=== What to work on ===
Below are records; how many of their lines contain "dead"? Answer with only the number.

*** Records to use Section Begins ***

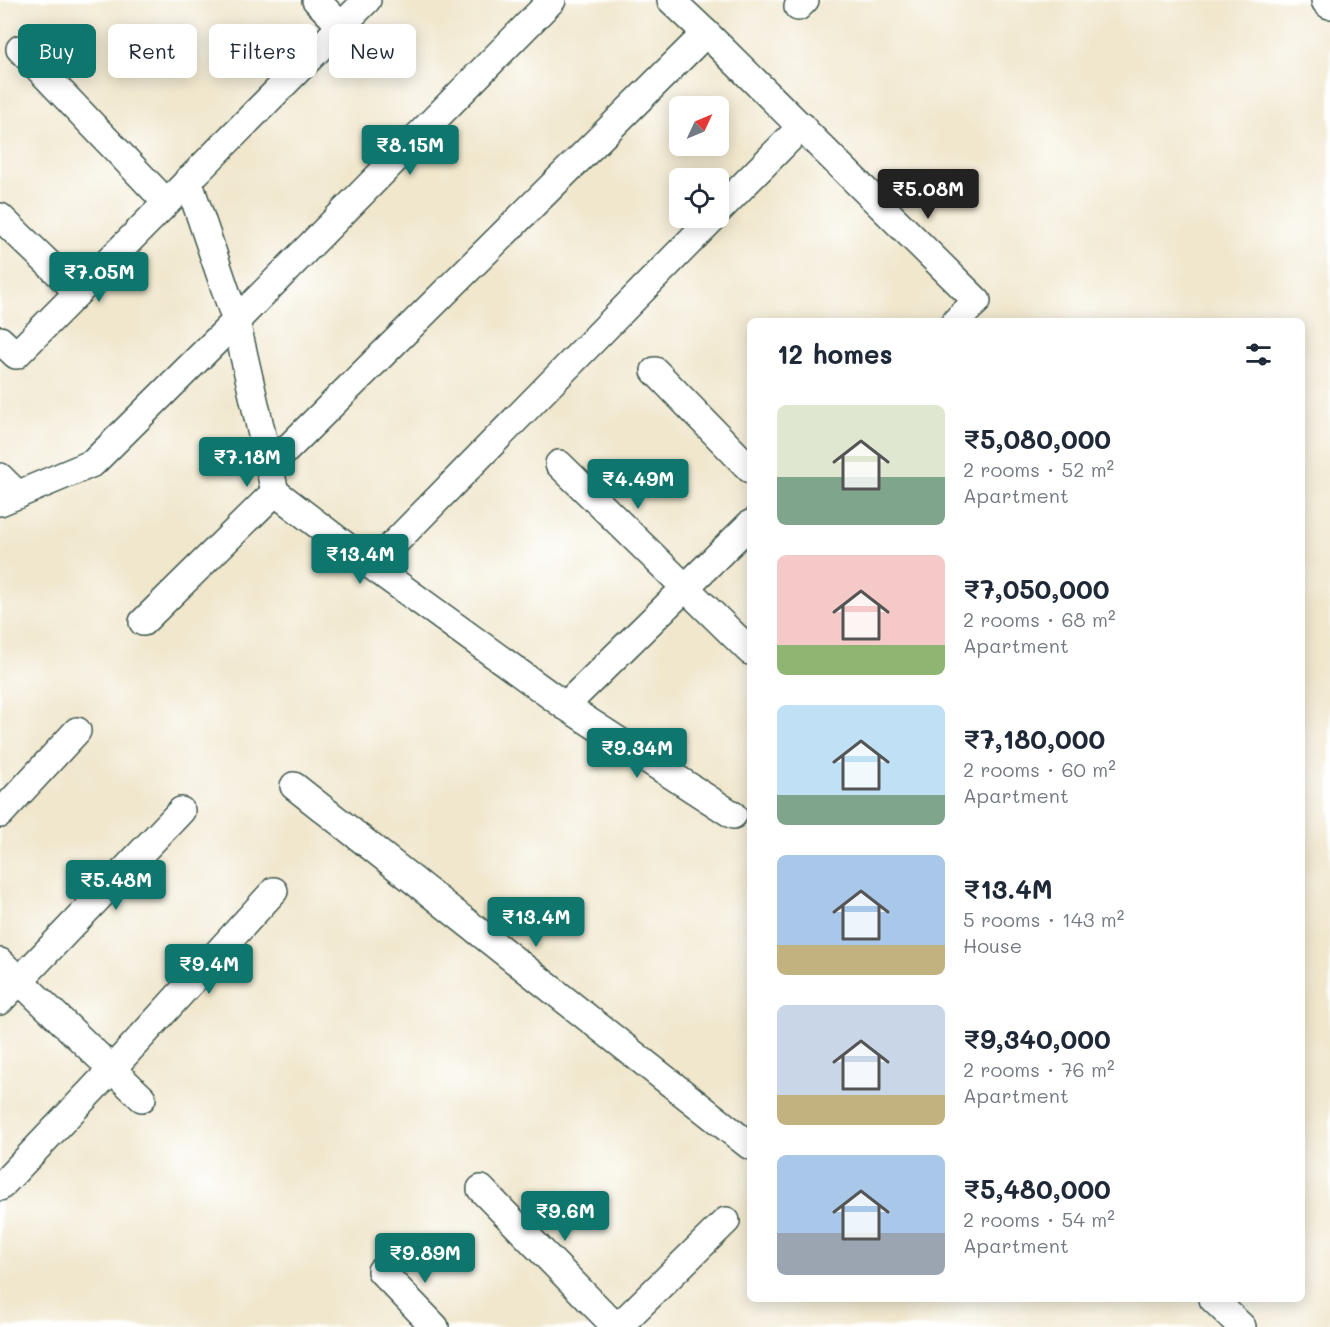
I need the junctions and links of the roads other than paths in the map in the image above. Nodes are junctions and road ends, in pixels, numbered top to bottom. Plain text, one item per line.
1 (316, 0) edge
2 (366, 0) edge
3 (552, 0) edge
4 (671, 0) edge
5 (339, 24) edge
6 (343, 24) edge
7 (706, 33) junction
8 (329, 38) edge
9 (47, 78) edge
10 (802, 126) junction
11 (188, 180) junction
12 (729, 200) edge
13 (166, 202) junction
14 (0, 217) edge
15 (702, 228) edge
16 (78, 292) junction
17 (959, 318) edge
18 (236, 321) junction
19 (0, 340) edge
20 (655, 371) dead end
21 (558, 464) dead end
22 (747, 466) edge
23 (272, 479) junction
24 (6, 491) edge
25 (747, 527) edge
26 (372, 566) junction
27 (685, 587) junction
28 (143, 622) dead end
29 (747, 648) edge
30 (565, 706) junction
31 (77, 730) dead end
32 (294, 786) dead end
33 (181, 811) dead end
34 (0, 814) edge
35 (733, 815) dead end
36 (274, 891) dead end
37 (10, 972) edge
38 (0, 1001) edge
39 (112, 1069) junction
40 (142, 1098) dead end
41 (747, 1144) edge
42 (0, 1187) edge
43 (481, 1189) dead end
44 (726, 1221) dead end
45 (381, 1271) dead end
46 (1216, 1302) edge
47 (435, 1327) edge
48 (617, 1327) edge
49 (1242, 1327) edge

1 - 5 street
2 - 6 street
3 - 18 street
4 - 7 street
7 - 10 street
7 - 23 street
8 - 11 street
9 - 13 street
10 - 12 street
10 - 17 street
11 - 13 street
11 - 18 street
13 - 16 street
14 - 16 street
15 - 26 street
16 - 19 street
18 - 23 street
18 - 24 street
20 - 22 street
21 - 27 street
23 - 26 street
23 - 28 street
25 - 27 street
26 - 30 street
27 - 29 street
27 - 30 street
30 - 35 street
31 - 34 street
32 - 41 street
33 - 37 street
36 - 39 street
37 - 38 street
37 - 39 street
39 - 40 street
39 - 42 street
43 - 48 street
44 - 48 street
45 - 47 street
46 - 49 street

*** Records to use Section Ends ***

=== Task answer ===
12